▶ DATA EXCERPTS:
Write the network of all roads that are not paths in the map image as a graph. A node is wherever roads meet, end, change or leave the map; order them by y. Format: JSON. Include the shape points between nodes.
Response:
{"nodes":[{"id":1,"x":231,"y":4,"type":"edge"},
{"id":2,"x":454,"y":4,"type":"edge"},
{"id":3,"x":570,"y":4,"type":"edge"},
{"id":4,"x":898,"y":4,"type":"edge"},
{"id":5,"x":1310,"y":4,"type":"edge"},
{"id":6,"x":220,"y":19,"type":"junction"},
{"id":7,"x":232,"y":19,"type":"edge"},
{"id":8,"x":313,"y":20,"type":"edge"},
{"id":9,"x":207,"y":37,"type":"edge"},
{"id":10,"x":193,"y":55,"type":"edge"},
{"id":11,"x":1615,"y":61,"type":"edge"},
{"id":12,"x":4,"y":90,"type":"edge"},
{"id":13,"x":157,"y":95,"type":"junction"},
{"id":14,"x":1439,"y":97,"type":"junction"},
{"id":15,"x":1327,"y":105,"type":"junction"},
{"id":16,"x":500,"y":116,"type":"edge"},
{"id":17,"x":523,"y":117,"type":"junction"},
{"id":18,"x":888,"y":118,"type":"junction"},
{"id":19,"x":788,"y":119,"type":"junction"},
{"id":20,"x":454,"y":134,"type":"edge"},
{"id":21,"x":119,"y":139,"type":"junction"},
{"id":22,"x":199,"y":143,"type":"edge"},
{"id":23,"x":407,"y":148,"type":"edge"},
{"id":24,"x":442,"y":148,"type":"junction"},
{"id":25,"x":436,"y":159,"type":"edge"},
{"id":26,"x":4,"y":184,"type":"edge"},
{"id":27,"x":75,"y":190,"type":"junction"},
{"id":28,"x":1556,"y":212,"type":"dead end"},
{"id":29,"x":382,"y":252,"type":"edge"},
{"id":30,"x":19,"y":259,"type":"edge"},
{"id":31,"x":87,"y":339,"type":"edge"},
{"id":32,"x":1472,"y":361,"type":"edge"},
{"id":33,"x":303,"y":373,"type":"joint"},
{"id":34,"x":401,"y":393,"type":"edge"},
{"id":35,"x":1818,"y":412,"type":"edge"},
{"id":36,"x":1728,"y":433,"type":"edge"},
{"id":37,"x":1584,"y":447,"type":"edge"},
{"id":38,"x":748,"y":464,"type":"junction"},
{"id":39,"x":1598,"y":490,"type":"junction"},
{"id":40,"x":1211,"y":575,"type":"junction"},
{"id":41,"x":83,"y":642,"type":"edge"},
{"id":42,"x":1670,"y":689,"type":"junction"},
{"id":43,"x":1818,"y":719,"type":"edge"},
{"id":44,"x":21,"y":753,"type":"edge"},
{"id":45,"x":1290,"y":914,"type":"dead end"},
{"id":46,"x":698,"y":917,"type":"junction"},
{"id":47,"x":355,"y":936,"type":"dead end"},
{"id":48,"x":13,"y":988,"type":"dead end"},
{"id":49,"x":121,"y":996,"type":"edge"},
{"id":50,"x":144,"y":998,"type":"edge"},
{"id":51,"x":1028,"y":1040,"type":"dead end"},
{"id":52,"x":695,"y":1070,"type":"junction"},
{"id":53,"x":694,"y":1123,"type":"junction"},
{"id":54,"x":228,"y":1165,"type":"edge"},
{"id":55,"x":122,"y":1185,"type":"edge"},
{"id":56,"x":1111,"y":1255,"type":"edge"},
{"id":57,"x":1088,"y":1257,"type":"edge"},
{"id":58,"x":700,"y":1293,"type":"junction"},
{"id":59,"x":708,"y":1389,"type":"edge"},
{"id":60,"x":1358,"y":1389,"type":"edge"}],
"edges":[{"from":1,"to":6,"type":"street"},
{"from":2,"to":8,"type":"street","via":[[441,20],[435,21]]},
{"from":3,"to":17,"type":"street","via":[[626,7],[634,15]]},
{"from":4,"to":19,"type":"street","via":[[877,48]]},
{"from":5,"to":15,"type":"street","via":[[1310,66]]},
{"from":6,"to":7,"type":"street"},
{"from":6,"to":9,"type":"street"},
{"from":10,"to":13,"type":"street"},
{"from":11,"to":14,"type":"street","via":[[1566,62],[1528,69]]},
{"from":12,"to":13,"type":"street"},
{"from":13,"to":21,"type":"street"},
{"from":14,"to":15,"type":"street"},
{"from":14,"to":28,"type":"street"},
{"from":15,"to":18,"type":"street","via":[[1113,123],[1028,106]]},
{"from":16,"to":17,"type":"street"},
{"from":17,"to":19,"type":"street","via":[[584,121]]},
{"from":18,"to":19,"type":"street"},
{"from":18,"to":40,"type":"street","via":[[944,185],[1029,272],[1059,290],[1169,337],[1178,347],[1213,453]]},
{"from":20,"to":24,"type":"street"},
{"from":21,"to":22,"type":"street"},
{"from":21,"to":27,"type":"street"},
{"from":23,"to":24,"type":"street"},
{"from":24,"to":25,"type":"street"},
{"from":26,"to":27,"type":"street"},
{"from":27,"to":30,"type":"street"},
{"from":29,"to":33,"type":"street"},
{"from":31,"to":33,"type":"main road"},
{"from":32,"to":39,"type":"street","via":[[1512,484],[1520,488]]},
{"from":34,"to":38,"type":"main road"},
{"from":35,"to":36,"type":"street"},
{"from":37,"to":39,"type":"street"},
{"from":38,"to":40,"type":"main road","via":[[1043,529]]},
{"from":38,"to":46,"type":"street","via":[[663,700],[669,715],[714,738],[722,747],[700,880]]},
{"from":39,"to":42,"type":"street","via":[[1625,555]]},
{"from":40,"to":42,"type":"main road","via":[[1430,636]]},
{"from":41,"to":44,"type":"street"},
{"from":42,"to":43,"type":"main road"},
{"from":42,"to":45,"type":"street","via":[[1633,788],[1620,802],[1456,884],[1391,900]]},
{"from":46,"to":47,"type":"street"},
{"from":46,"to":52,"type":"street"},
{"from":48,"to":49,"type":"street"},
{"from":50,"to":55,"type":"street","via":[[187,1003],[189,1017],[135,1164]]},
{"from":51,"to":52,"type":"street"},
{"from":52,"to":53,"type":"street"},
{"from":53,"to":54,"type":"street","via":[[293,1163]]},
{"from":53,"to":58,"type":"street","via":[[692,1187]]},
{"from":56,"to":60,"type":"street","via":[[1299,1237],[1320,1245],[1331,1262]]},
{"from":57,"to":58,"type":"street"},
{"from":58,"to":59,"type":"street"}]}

▶ TASK GOAL: Whenever the string "nodes" shows up on a line of the listing, copy that line.

▶ WRITTEN SOLUTION:
Write the network of all roads that are not paths in the map image as a graph. A node is wherever roads meet, end, change or leave the map; order them by y. Format: JSON. Include the shape points between nodes.
{"nodes":[{"id":1,"x":231,"y":4,"type":"edge"},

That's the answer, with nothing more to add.